A Mask can cover a layer completely or with varying levels of opacity. It is 256 grey scale image, and the levels of grey correspond to the levels of masking. Because it is grey scale, a mask can be saved into an alpha channel.

Author Comment

ID: 1448446
Sorry, so is the mask the area which will be seen finally, or is it the area which is going to be removed?

Accepted Solution

trillo earned 30 total points
ID: 1448447
Actually a mask is not the area that will be removed, nor the area visible... it's none of them or both, depending on how you see them.

A mask is a bitmap that will act as an intermediate between the background and the actual bitmap. Masks are always monochrome.
By now you'll be saying..."yes, it's everything ok but that doesn't answer my quetion...". The fact is that the visible or non visible parts of the bitmap combination depends on which RASTER OPERATIONS you are using.

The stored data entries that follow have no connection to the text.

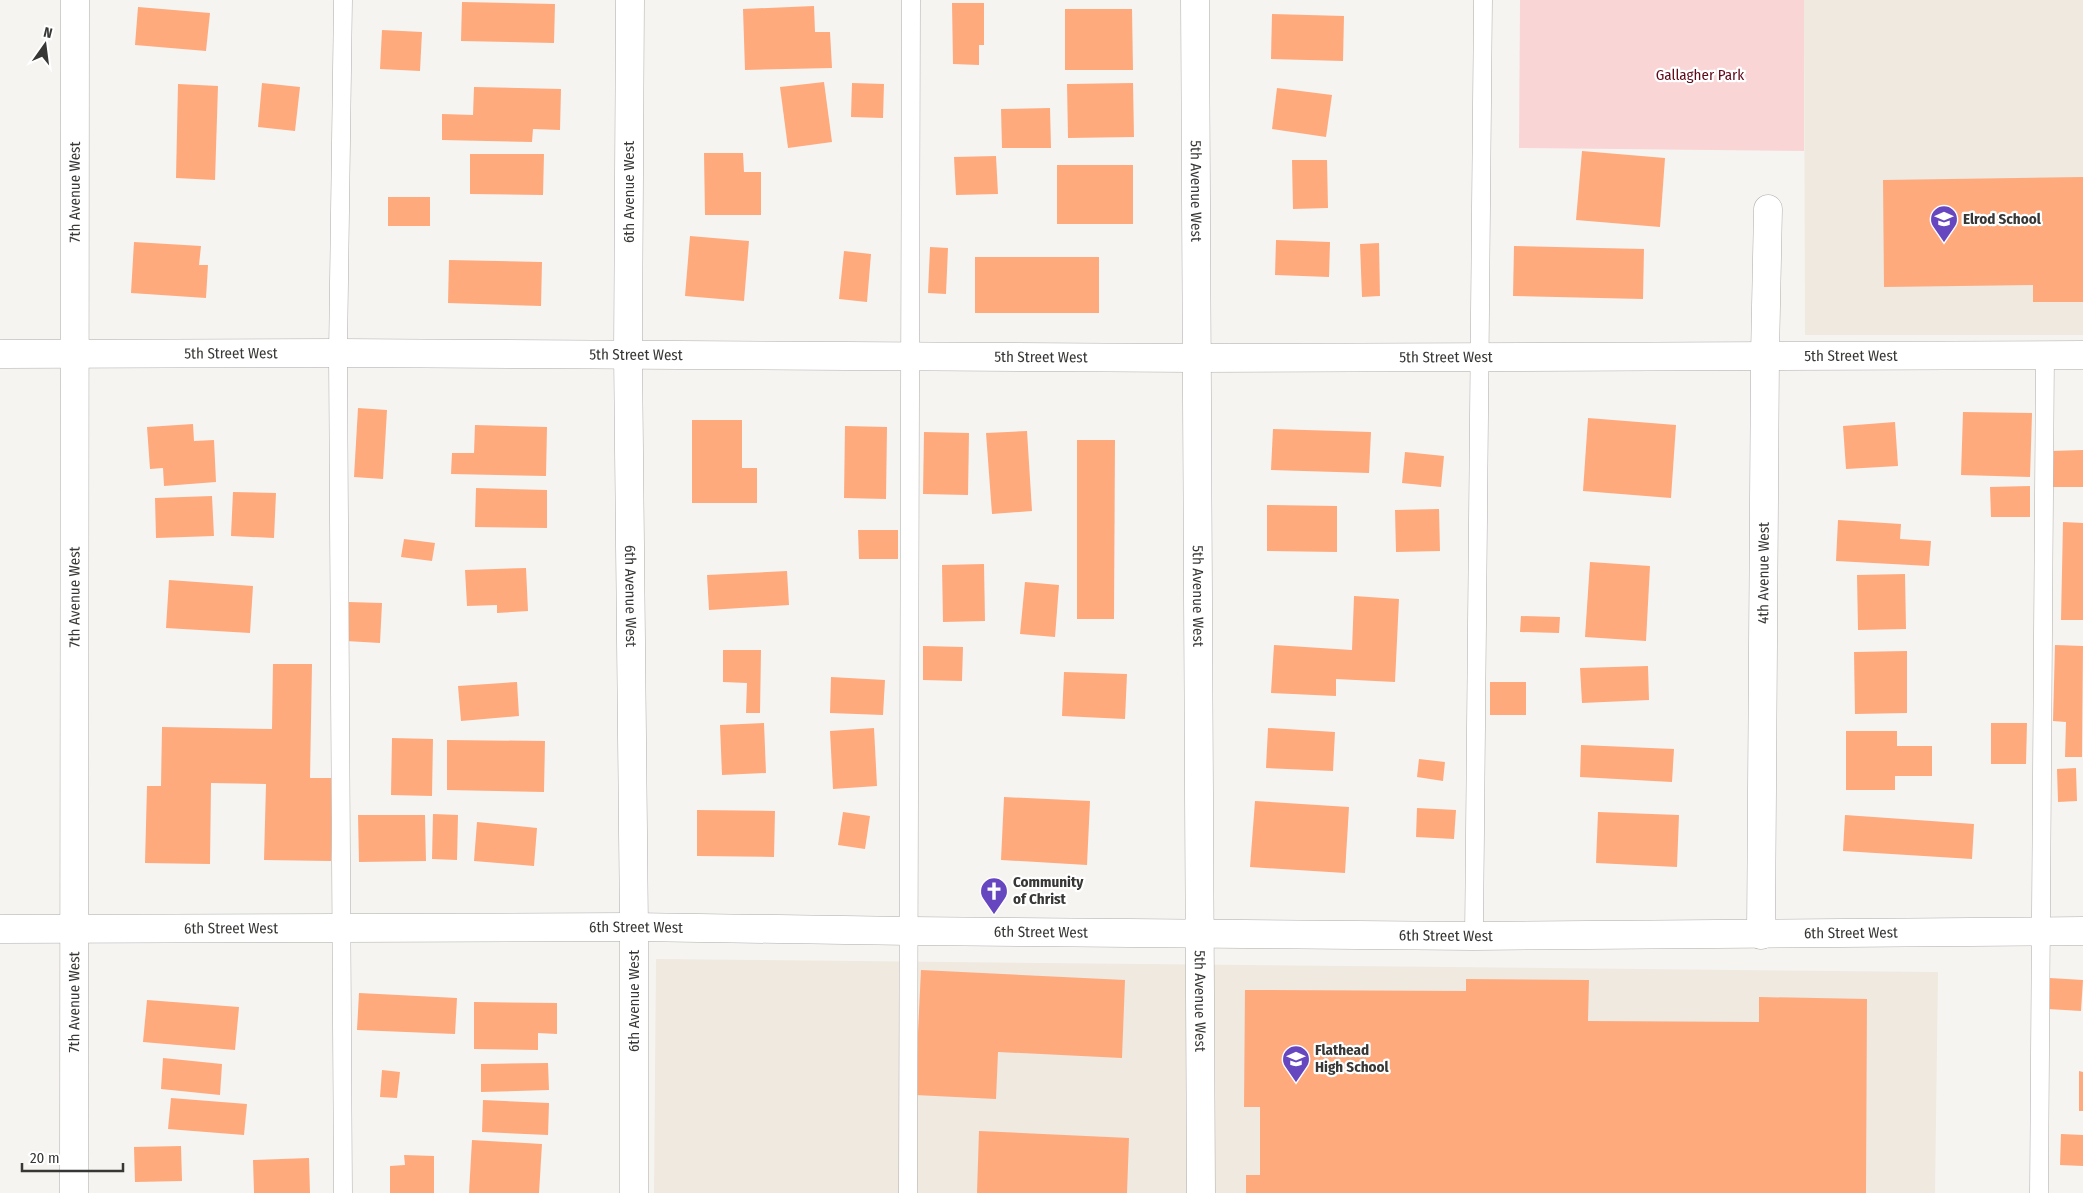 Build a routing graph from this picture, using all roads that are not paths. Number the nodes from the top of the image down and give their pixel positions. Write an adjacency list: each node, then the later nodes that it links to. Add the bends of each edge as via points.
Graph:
1 (75, 0): 10 (street, 7th Avenue West)
2 (343, 0): 8 (lane)
3 (630, 0): 11 (street, 6th Avenue West)
4 (911, 0): 15 (lane)
5 (1194, 0): 16 (street, 5th Avenue West)
6 (1483, 0): 17 (lane)
7 (1768, 209): 12 (street, 4th Avenue West)
8 (338, 353): 10 (street, 5th Street West); 11 (street, 5th Street West); 21 (lane)
9 (0, 354): 10 (street, 5th Street West)
10 (75, 354): 20 (street, 7th Avenue West)
11 (628, 354): 15 (street, 5th Street West); 18 (street, 6th Avenue West)
12 (1766, 355): 13 (street, 5th Street West); 17 (street, 5th Street West); 26 (street, 4th Avenue West)
13 (2045, 356): 14 (street, 5th Street West); 23 (lane)
14 (2083, 356)
15 (910, 357): 16 (street, 5th Street West); 22 (lane)
16 (1196, 358): 17 (street, 5th Street West); 25 (street, 5th Avenue West)
17 (1481, 358): 27 (lane)
18 (634, 927): 21 (street, 6th Street West); 22 (street, 6th Street West); 30 (street, 6th Avenue West)
19 (0, 928): 20 (street, 6th Street West)
20 (74, 928): 21 (street, 6th Street West); 28 (street, 7th Avenue West)
21 (341, 928): 29 (lane)
22 (910, 931): 25 (street, 6th Street West); 31 (lane)
23 (2041, 931): 24 (street, 6th Street West); 26 (street, 6th Street West); 33 (lane)
24 (2083, 932)
25 (1198, 934): 27 (street, 6th Street West); 32 (street, 5th Avenue West)
26 (1761, 935): 27 (street, 6th Street West)
27 (1474, 936)
28 (74, 1193)
29 (343, 1193)
30 (634, 1193)
31 (908, 1193)
32 (1201, 1193)
33 (2039, 1193)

As an easy example look at this: Supose that pixels are given in RGB values, with 8 bits per color. Supose you have a red pixel RGB(255,0,0) in the background and you want to draw a blue pixel RGB(0,0,255) over it:
If you have a AND raster operation the result is:
red     11111111 00000000 00000000
blue    00000000 00000000 11111111
result  00000000 00000000 00000000 = black pixel

but with a XOR raster operation:
red     11111111 00000000 00000000
blue    00000000 00000000 11111111
result  11111111 00000000 11111111 = magenta (more or less) pixel
These are called binary raster operations and there are more than 10 different types

When you want to combine two bitmaps you use ternary raster operations, and there are a lot of them, but only a few are usefull in practice and they have special names.

When using masks, you use foreground and background ternary ratser operations. Remember that masks are monochrome so each pixel can only hve tow possible vaues: 1 or 0.... And here's the secret: A value of 1 in the mask specified indicates that the foreground raster operation code specified should be applied at that location. A value of 0 in the mask indicates that the background raster operation code specified by dwRop should be applied at that location.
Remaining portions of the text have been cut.